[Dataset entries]
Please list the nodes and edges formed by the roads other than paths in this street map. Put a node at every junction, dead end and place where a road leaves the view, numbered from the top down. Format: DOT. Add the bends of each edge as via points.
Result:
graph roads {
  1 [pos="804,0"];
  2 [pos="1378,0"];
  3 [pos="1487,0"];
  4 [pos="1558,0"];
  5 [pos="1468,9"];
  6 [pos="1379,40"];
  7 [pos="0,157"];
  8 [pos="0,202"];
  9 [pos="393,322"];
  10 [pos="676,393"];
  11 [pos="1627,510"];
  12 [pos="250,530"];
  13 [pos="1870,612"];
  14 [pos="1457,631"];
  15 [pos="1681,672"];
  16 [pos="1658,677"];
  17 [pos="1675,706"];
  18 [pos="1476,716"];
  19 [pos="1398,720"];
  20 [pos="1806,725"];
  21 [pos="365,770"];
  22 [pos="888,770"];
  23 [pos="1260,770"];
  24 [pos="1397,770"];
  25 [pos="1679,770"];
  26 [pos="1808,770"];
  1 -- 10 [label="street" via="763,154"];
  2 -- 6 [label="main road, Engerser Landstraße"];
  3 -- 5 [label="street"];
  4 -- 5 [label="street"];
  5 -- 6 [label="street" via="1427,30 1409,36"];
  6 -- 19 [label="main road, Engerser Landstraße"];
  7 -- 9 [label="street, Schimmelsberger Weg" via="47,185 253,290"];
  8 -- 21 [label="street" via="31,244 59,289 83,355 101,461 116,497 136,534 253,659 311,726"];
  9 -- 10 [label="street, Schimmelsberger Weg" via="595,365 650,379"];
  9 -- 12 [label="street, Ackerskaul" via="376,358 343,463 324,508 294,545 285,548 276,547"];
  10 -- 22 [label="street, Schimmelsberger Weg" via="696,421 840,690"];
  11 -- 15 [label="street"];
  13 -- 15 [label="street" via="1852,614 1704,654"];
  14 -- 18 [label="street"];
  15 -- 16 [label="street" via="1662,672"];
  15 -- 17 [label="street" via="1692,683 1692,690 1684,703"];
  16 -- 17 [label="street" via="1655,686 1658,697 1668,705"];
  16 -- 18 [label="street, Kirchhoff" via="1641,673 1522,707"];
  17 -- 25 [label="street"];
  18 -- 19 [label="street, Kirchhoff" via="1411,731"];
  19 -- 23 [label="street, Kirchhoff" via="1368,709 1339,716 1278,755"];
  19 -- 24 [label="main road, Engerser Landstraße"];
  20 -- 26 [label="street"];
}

Problem description:
In the records above, find each line that mentions the word "main", and copy it.

Completed task:
  2 -- 6 [label="main road, Engerser Landstraße"];
  6 -- 19 [label="main road, Engerser Landstraße"];
  19 -- 24 [label="main road, Engerser Landstraße"];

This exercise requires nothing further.